═════ DATA

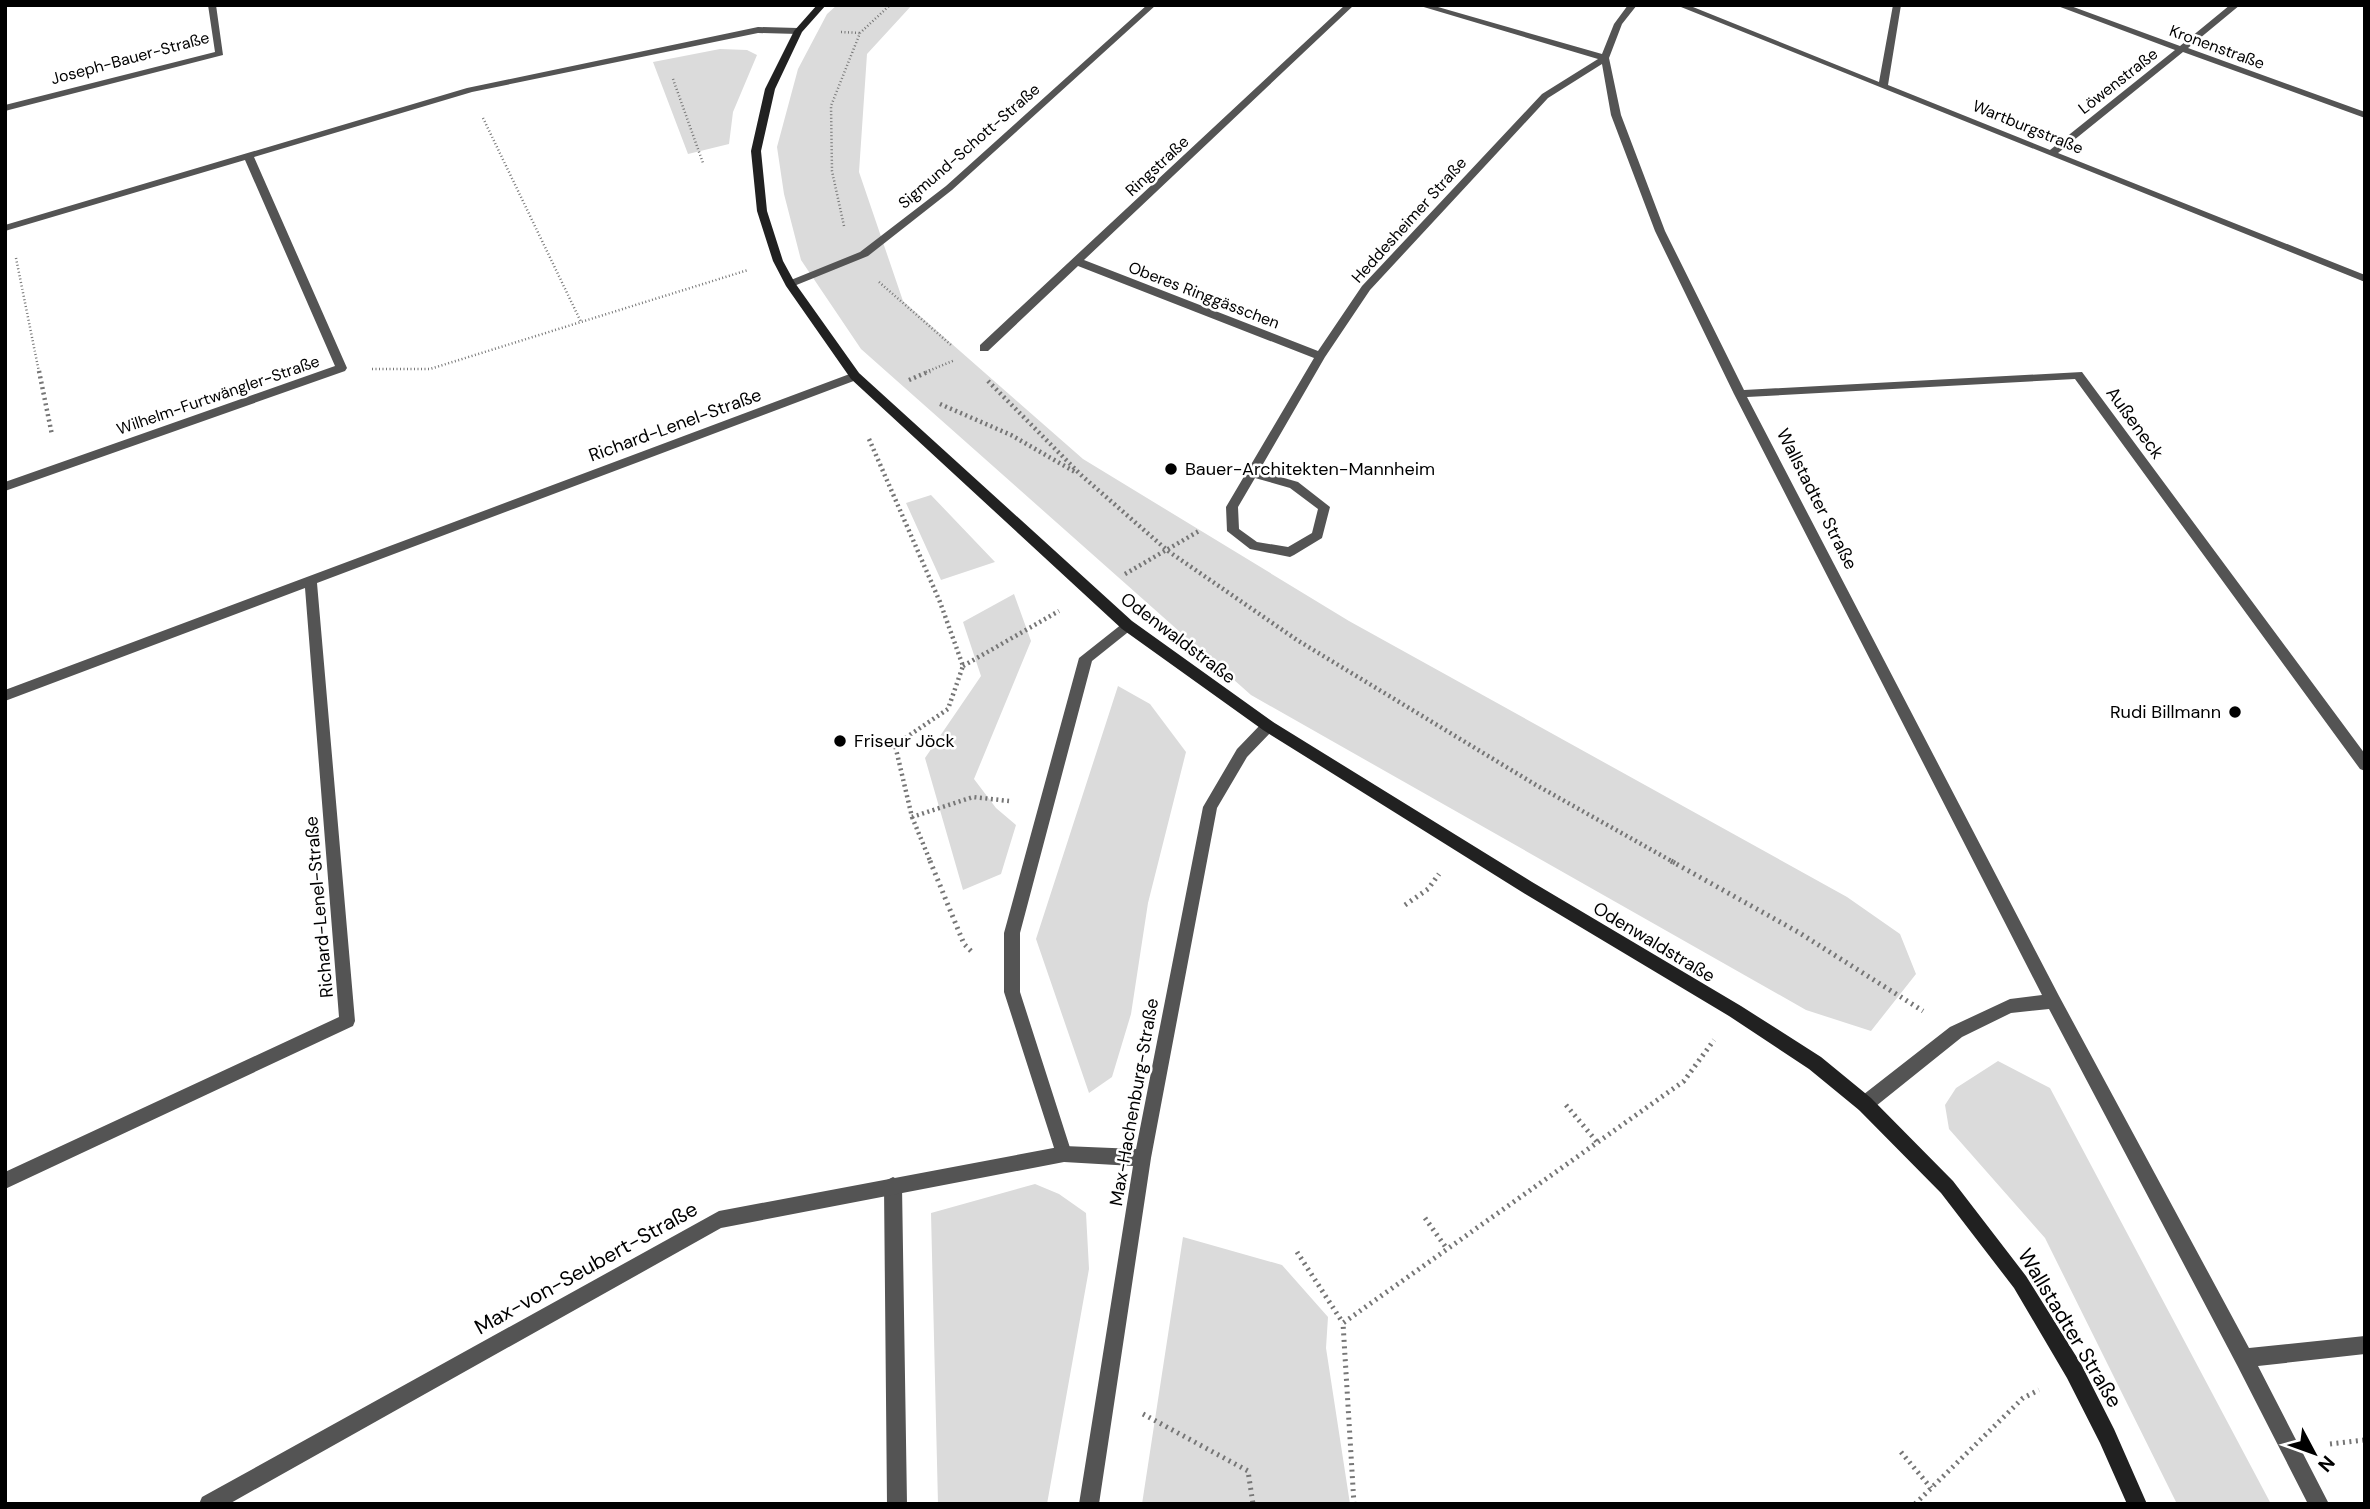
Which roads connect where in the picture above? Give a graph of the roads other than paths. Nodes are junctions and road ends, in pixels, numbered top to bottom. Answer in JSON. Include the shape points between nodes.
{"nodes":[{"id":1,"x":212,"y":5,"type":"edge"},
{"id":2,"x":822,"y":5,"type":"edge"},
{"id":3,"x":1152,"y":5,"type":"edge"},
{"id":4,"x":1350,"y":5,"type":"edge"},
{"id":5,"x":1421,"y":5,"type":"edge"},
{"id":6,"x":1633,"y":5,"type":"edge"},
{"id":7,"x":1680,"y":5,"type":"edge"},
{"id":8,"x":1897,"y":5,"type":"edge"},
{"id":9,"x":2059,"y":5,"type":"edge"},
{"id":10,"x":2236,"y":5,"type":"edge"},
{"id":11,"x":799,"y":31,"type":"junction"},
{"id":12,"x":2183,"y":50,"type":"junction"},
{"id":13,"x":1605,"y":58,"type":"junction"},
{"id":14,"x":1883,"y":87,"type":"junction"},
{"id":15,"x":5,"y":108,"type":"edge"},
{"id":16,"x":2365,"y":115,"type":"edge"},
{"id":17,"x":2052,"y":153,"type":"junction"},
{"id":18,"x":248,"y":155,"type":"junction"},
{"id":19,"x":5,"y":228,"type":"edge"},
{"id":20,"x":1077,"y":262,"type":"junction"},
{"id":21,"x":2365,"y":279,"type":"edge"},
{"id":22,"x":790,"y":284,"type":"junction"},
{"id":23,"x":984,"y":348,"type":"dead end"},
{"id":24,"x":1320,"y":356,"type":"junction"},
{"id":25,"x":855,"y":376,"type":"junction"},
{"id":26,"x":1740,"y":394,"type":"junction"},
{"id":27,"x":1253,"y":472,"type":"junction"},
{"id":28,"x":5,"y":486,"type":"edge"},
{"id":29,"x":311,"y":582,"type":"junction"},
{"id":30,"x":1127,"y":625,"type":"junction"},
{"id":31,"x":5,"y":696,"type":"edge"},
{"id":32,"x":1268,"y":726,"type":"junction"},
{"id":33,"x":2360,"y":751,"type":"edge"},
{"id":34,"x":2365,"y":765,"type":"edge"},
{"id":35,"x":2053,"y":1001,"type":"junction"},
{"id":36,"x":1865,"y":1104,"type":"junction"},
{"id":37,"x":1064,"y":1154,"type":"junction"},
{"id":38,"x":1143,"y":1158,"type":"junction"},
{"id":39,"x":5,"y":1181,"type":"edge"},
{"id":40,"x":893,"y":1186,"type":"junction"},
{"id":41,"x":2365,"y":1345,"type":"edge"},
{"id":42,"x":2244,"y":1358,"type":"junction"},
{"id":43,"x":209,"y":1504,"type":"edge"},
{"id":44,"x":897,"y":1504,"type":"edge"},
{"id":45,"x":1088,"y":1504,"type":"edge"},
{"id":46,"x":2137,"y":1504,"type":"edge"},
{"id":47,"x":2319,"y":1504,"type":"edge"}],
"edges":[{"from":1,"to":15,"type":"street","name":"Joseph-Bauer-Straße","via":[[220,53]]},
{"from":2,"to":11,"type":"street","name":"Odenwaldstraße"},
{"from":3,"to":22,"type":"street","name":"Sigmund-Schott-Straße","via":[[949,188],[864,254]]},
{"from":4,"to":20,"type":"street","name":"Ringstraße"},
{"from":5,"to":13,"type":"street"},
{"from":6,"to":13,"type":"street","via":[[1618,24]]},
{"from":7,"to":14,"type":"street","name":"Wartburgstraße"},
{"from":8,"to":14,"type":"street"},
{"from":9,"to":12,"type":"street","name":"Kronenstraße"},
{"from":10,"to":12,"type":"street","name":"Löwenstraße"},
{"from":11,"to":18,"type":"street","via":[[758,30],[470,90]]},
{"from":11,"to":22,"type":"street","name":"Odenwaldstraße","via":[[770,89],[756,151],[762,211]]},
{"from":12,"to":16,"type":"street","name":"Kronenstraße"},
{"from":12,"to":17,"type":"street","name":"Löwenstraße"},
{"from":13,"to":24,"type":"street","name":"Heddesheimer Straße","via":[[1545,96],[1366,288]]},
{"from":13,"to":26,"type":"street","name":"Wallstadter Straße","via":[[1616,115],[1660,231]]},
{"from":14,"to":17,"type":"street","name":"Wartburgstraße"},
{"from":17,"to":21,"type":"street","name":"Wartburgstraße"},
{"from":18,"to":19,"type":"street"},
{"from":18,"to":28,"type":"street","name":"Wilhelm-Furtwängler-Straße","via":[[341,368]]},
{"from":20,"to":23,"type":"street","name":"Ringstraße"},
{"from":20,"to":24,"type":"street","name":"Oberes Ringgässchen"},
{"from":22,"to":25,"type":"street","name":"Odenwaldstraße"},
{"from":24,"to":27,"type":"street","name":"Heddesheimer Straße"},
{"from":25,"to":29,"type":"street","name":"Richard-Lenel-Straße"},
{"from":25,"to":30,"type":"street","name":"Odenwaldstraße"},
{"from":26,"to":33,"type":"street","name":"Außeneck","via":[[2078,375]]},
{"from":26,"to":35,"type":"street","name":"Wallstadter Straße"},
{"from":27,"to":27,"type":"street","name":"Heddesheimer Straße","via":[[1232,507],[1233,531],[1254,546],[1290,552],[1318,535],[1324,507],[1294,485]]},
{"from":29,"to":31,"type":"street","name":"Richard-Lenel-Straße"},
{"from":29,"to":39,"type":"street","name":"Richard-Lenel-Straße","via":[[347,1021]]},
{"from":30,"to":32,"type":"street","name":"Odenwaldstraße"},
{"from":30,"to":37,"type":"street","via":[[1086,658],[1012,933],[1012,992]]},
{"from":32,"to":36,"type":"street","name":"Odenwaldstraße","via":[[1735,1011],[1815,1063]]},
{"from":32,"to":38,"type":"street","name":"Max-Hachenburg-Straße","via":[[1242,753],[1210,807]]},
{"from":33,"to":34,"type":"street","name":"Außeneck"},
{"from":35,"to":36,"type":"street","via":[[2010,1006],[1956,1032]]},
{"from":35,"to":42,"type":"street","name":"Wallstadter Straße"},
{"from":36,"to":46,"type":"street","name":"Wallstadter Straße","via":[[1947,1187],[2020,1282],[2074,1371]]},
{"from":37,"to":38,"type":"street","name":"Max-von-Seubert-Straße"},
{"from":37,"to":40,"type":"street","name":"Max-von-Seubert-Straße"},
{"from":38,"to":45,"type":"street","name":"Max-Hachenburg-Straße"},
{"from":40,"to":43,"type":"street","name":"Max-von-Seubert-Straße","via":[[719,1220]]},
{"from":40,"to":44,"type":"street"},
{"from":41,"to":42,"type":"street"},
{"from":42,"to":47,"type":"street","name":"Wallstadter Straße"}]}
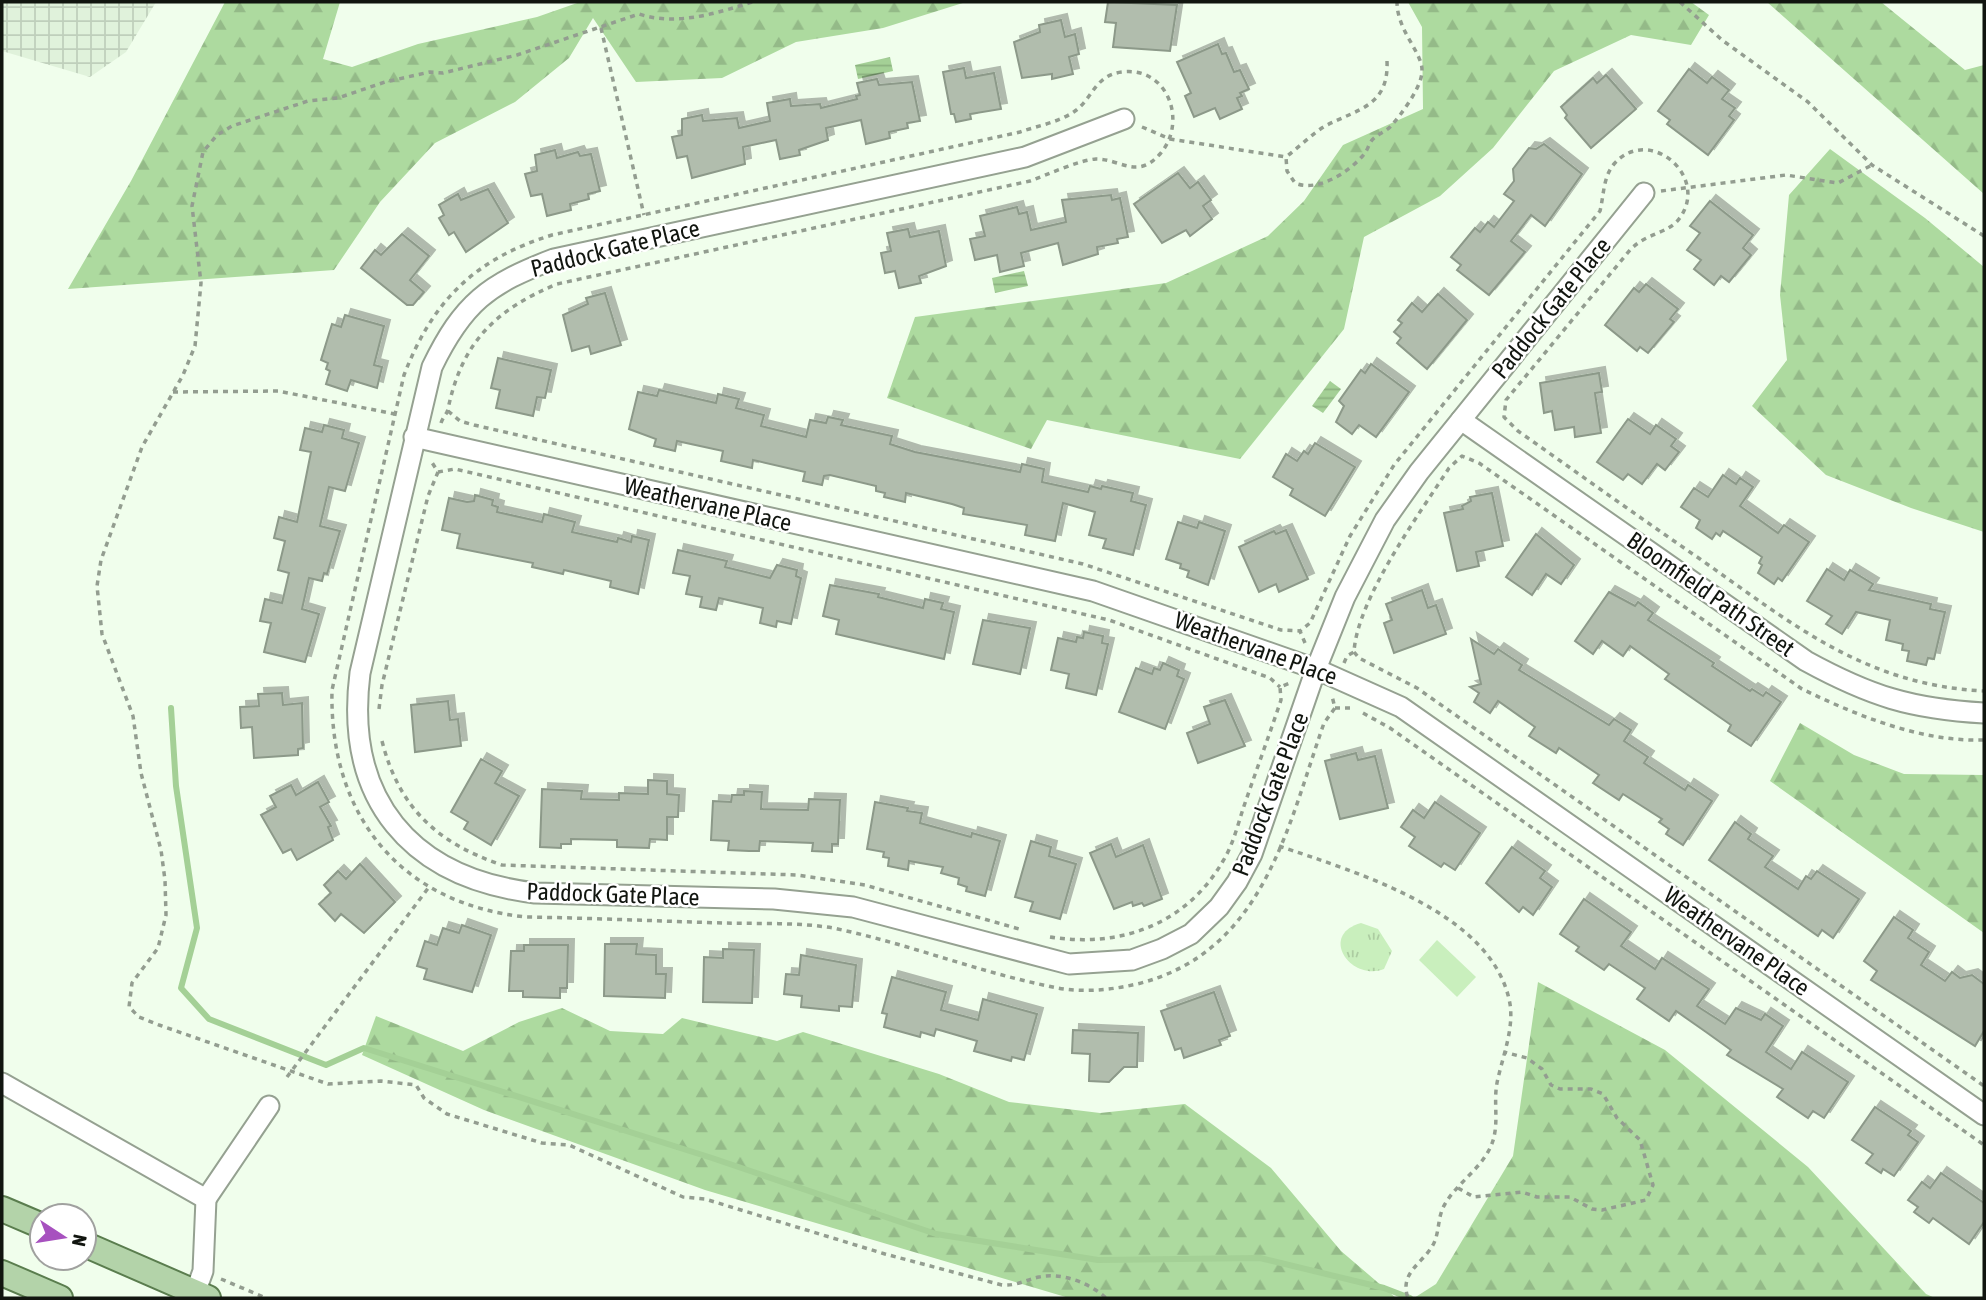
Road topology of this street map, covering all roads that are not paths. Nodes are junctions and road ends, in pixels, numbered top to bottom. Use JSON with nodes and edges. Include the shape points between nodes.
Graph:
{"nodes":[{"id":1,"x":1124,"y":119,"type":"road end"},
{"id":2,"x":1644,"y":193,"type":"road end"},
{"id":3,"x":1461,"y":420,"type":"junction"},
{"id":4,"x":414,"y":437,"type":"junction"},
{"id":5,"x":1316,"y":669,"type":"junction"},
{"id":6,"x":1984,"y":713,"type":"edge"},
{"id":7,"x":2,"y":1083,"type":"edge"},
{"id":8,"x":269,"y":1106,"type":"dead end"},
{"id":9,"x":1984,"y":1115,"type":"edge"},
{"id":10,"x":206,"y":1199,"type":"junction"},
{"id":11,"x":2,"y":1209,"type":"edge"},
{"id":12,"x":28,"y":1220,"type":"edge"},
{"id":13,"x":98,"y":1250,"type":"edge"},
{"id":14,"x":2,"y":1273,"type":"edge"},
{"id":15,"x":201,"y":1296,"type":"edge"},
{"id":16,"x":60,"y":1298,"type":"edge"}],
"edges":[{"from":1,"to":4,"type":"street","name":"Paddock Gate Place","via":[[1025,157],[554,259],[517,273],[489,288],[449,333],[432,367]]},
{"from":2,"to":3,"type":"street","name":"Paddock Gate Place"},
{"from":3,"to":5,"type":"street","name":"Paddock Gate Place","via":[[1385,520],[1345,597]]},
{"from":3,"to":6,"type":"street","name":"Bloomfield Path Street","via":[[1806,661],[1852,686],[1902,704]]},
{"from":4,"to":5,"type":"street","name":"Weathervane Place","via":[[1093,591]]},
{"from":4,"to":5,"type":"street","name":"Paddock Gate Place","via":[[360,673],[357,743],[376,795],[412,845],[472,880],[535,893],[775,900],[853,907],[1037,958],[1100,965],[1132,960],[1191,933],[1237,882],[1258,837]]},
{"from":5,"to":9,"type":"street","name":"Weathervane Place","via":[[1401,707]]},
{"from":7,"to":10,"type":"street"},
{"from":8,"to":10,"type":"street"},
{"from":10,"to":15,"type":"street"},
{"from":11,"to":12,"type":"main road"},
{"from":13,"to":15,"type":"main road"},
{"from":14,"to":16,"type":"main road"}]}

══════════

** EXERCISE AIM **
What lines of the material contain "JSON"? Show them.

** YOUR RESPONSE **
Which roads connect where in the picture above? Give a graph of the roads other than paths. Nodes are junctions and road ends, in pixels, numbered top to bottom. Answer in JSON. Include the shape points between nodes.
Road topology of this street map, covering all roads that are not paths. Nodes are junctions and road ends, in pixels, numbered top to bottom. Use JSON with nodes and edges. Include the shape points between nodes.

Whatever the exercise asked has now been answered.